**Exercise goal:**
A word-for-word copy of every entry below is required; the images do not belong in it.
***
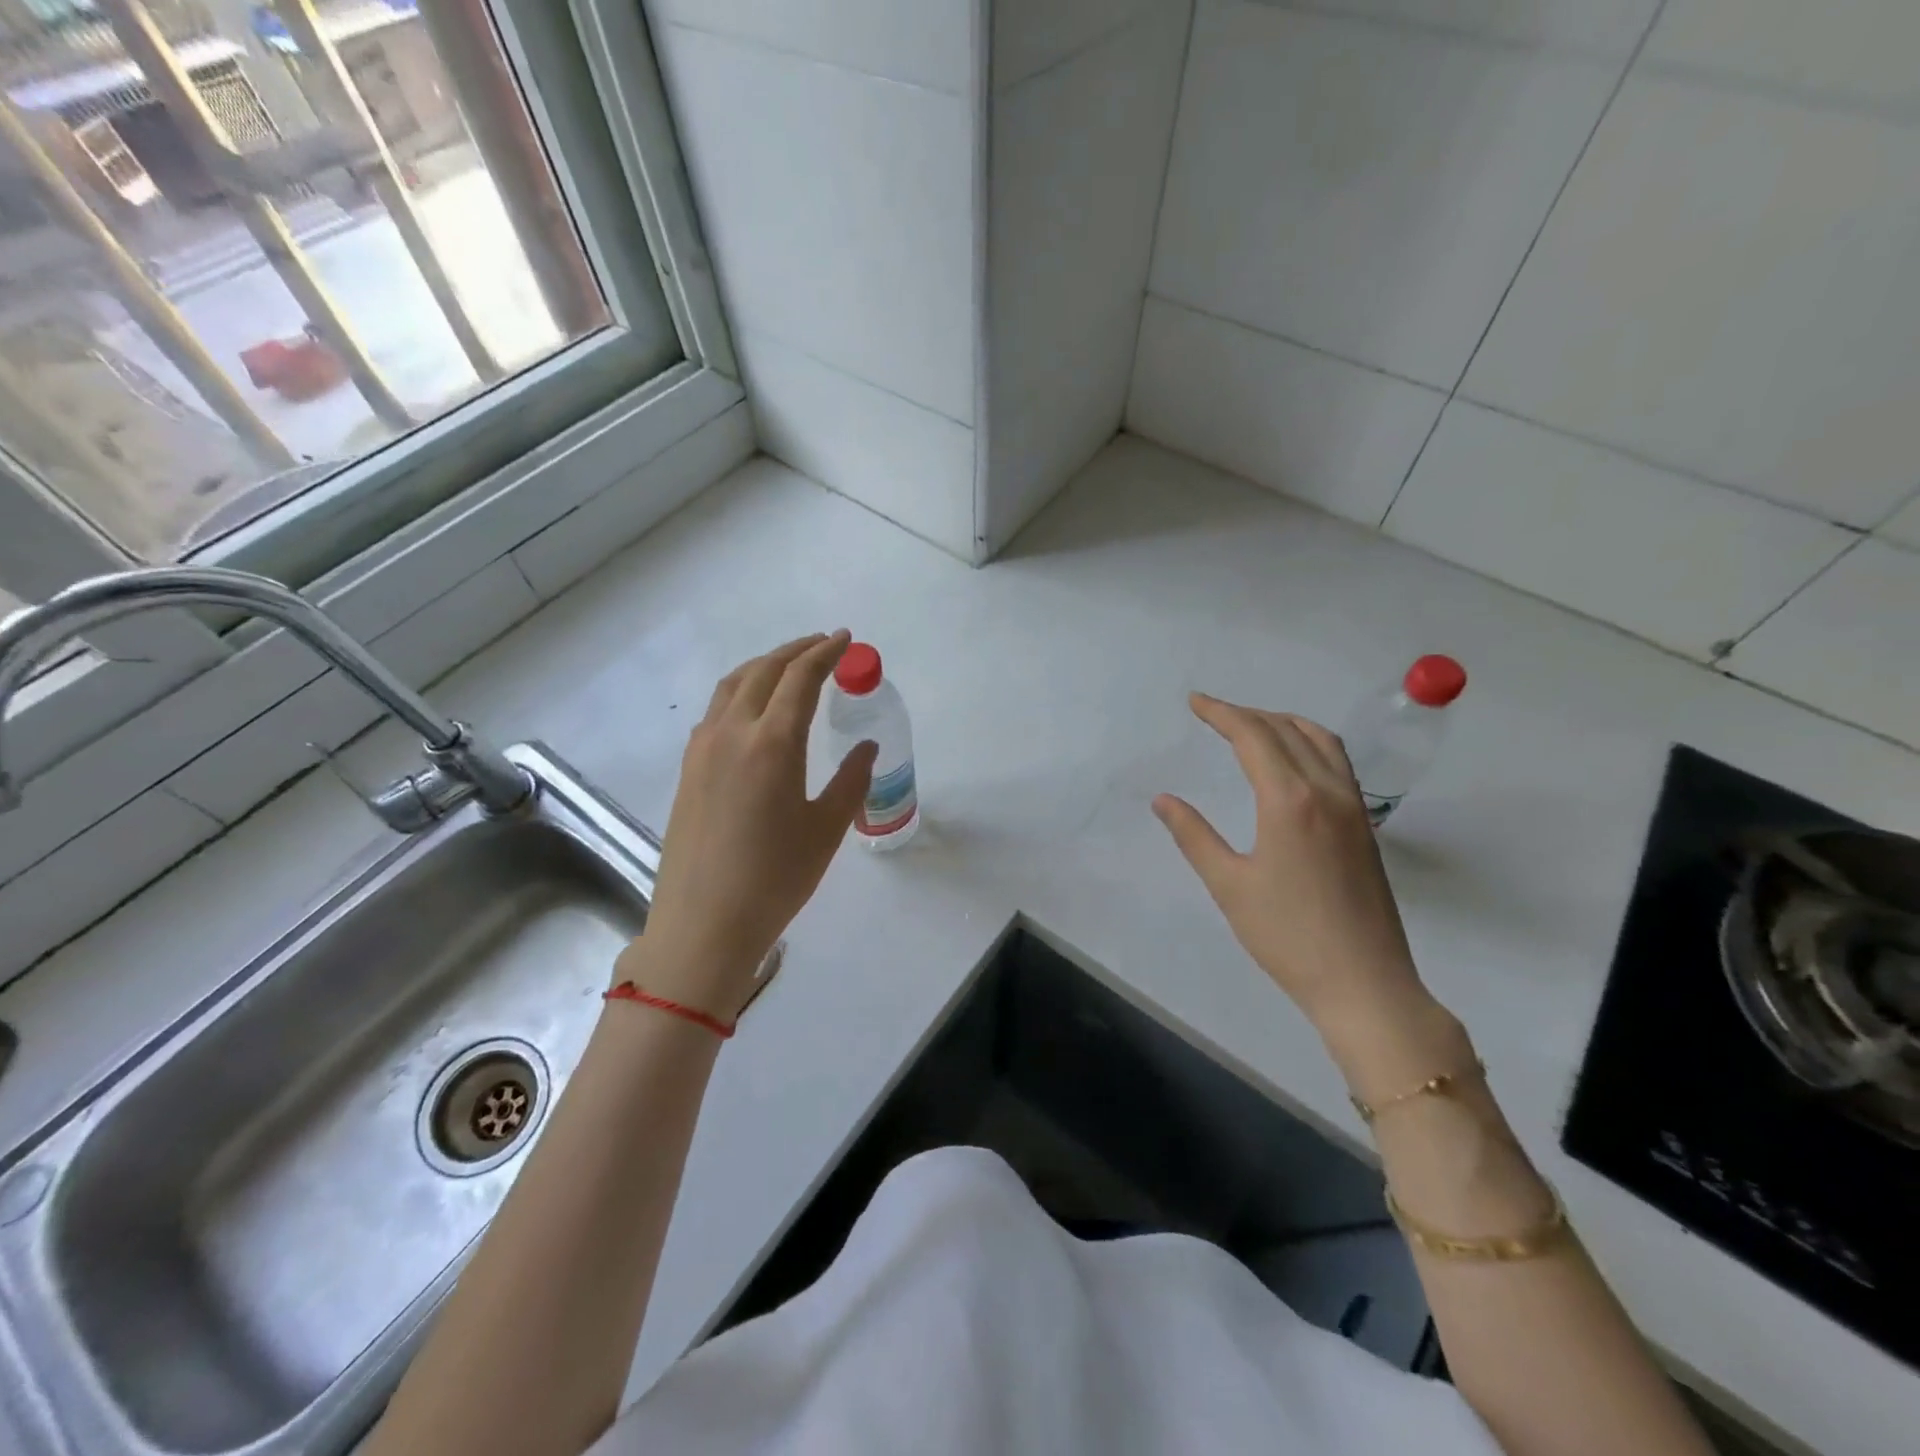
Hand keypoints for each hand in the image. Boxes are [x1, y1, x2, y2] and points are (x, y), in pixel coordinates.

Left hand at [623, 632, 877, 1018]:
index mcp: (771, 743)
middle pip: (763, 671)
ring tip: (790, 668)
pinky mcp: (688, 769)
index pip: (800, 678)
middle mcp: (731, 733)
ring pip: (732, 686)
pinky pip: (716, 711)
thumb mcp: (826, 829)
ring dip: (764, 667)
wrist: (703, 924)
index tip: (845, 639)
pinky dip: (741, 692)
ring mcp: (702, 750)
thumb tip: (866, 746)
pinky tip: (755, 710)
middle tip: (824, 645)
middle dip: (795, 651)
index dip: (825, 653)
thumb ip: (851, 780)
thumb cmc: (775, 879)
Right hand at [1152, 694, 1439, 1045]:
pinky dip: (1310, 743)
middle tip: (1212, 712)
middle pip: (1287, 730)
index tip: (1195, 702)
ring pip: (1321, 741)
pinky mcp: (1364, 827)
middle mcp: (1327, 791)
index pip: (1254, 736)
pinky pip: (1338, 763)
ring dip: (1283, 723)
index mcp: (1290, 800)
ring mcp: (1353, 808)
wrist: (1365, 984)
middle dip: (1247, 714)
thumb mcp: (1229, 885)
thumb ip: (1194, 835)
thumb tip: (1163, 800)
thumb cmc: (1287, 937)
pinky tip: (1292, 762)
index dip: (1222, 713)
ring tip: (1252, 725)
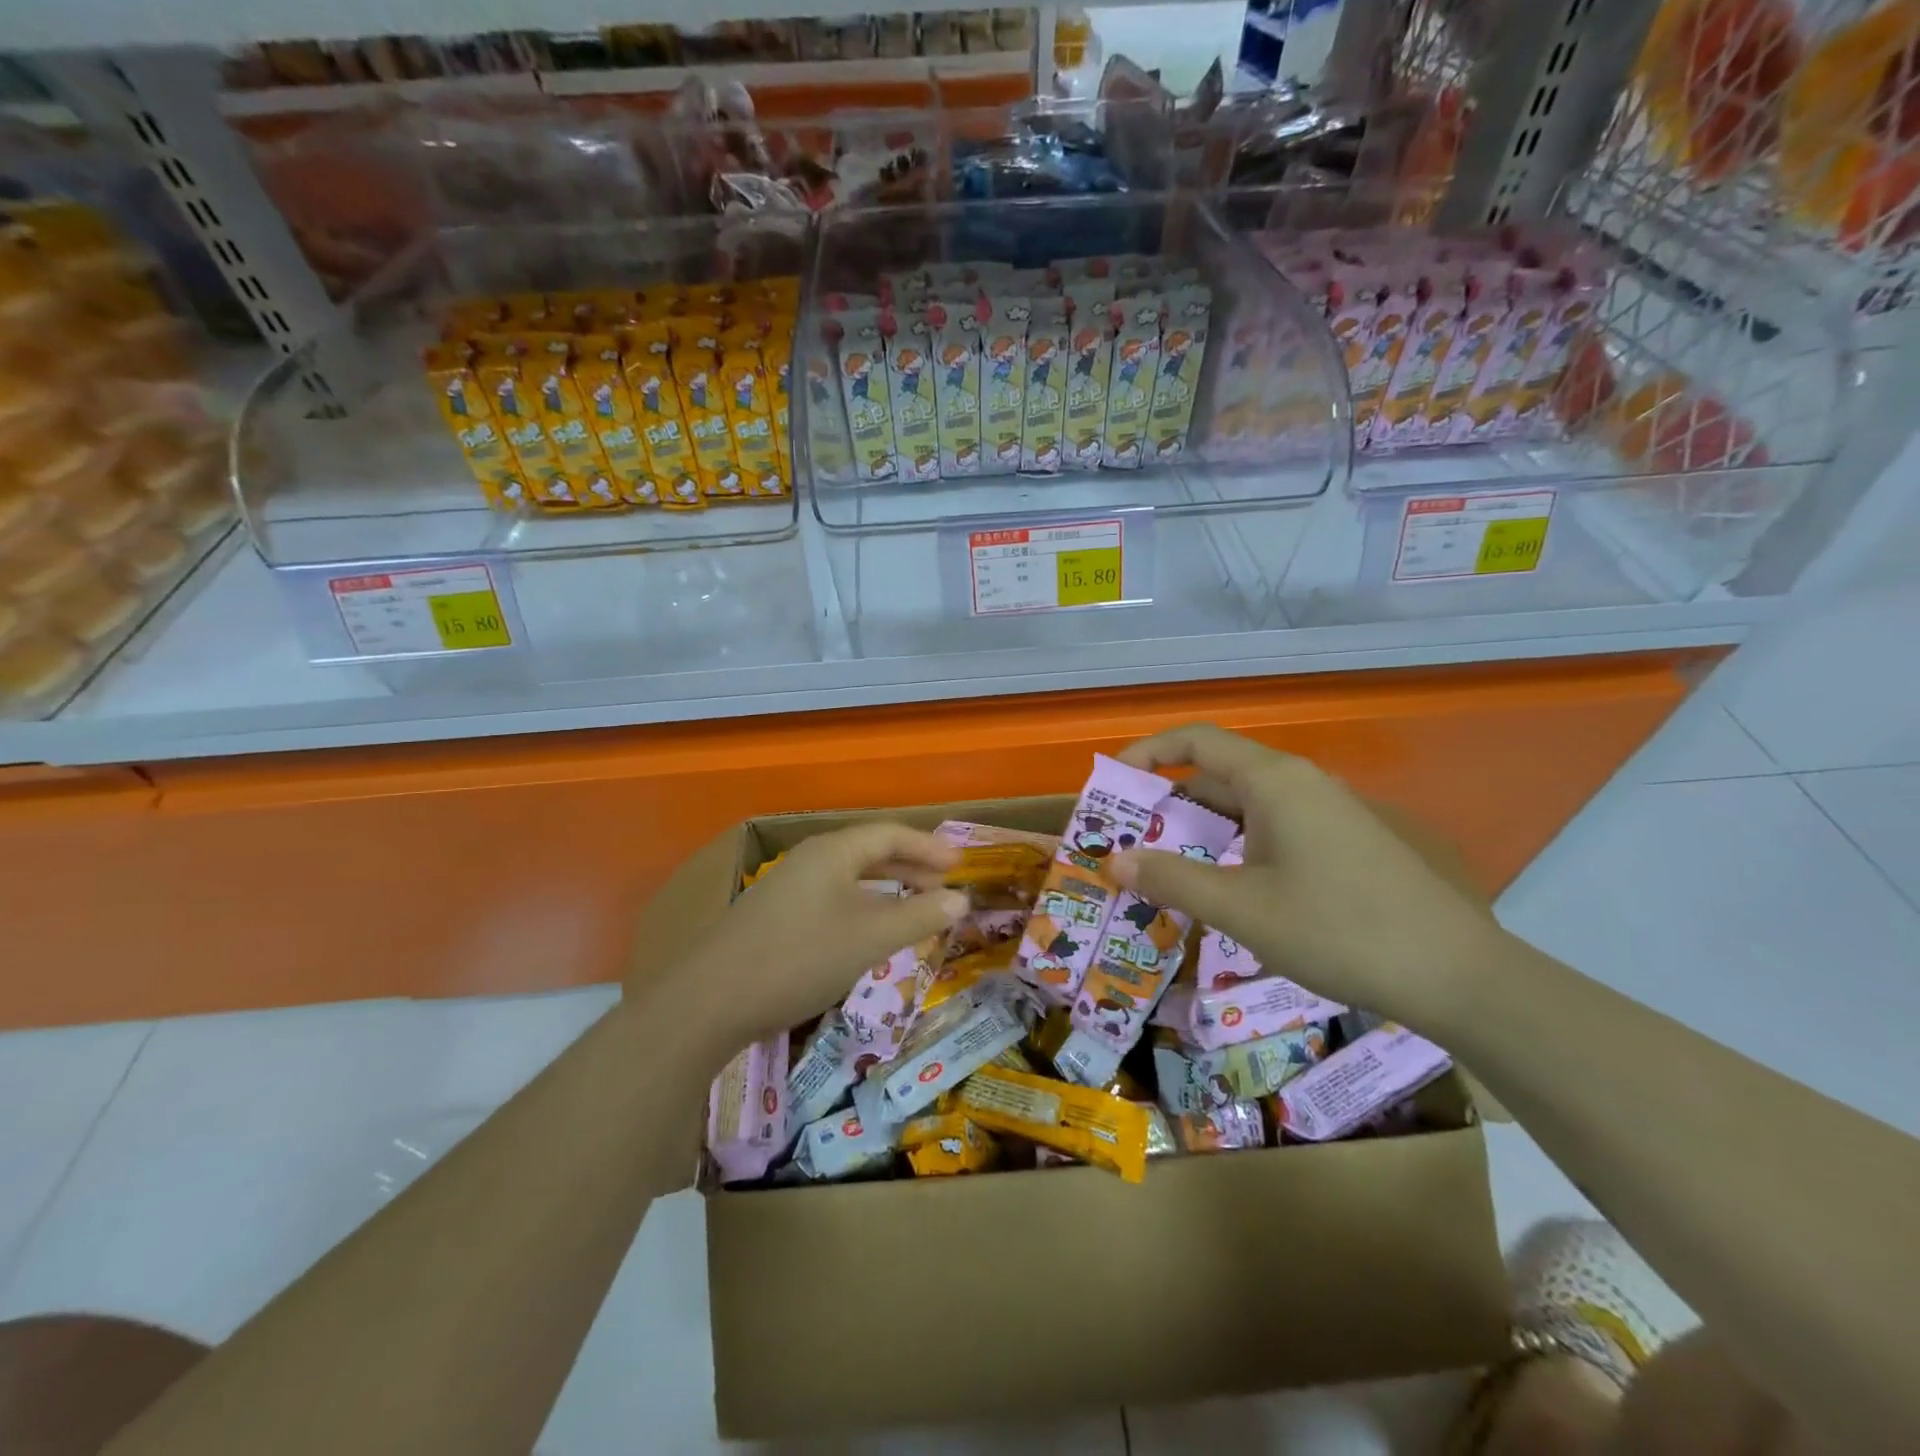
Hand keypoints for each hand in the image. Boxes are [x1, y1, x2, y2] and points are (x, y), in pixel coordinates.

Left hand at [656, 822, 967, 1059]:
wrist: (709, 1001)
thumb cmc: (800, 958)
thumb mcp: (870, 938)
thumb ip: (918, 916)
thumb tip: (960, 898)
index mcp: (832, 851)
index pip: (889, 834)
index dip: (927, 847)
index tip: (959, 863)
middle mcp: (808, 859)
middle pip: (868, 851)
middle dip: (909, 866)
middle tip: (943, 884)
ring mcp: (786, 887)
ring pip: (847, 877)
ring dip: (885, 888)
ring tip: (913, 906)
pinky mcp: (773, 916)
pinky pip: (830, 898)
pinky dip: (860, 906)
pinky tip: (865, 932)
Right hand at [1109, 724, 1499, 1029]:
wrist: (1456, 975)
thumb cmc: (1338, 929)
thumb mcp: (1241, 909)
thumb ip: (1172, 880)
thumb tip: (1115, 862)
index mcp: (1273, 780)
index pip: (1195, 740)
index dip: (1146, 754)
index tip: (1111, 787)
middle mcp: (1298, 784)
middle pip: (1216, 775)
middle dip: (1166, 806)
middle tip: (1127, 843)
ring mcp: (1324, 814)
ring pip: (1243, 809)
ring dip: (1199, 834)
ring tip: (1162, 871)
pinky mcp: (1341, 844)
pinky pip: (1270, 832)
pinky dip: (1233, 850)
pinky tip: (1222, 890)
***
**Written solution:**
Hand keypoints for each hand in the image. Boxes are [x1, y1, x2, y2] and points are (x, y), in pixel coordinates.

Left hand at [623, 632, 877, 1018]:
index mcp: (771, 743)
middle pip: (763, 671)
ring tip: (790, 668)
pinky mcp: (688, 769)
index pip: (800, 678)
middle mcp: (731, 733)
ring pip: (732, 686)
pinky pip: (716, 711)
thumb mcp: (826, 829)
ring dip: (764, 667)
wrist: (703, 924)
index tip: (845, 639)
pinky dip: (741, 692)
ring mcp: (702, 750)
thumb tip: (866, 746)
pinky tip: (755, 710)
middle tip: (824, 645)
middle dip: (795, 651)
index dip: (825, 653)
thumb ip: (851, 780)
thumb cmc: (775, 879)
Right hand at [1152, 694, 1439, 1045]:
pinky dip: (1310, 743)
middle tip: (1212, 712)
middle pip: (1287, 730)
index tip: (1195, 702)
ring pip: (1321, 741)
pinky mcp: (1364, 827)
middle mcp: (1327, 791)
index pip: (1254, 736)
pinky pip: (1338, 763)
ring dip: (1283, 723)
index mcp: (1290, 800)
ring mcp: (1353, 808)
wrist: (1365, 984)
middle dip: (1247, 714)
thumb mcp: (1229, 885)
thumb ip: (1194, 835)
thumb tip: (1163, 800)
thumb cmc: (1287, 937)
pinky tip: (1292, 762)
index dip: (1222, 713)
ring tip: (1252, 725)
Hand keypoints for each hand in the image. Boxes are [x1, y1, x2, y2] and points are (x, y), in pixel coordinates.

Left hand at [656, 822, 967, 1059]:
wrist: (709, 1001)
thumb cmc: (800, 958)
thumb mcp: (870, 938)
thumb ip: (918, 916)
thumb tip: (960, 898)
index mcp: (832, 851)
index pip: (889, 834)
index dip: (927, 847)
index tip: (959, 863)
middle mcp: (808, 859)
middle pip: (868, 851)
middle dip: (909, 866)
middle tip: (943, 884)
ring mcp: (786, 887)
ring pip: (847, 877)
ring dip: (885, 888)
ring tip: (913, 906)
pinky mcp: (773, 916)
pinky pip: (830, 898)
pinky dip: (860, 906)
pinky tip: (865, 932)
Right hand at [1109, 724, 1499, 1029]:
wrist: (1456, 975)
thumb cmc: (1338, 929)
thumb mcp: (1241, 909)
thumb ip: (1172, 880)
thumb tip: (1115, 862)
index mcp: (1273, 780)
index pip: (1195, 740)
index dip: (1146, 754)
index tip: (1111, 787)
middle mcp: (1298, 784)
middle pip: (1216, 775)
middle dip: (1166, 806)
middle tip: (1127, 843)
ring mcp: (1324, 814)
ring pip: (1243, 809)
ring dip: (1199, 834)
ring tip: (1162, 871)
pinky mcp: (1341, 844)
pinky pip: (1270, 832)
pinky dip: (1233, 850)
pinky tip: (1222, 890)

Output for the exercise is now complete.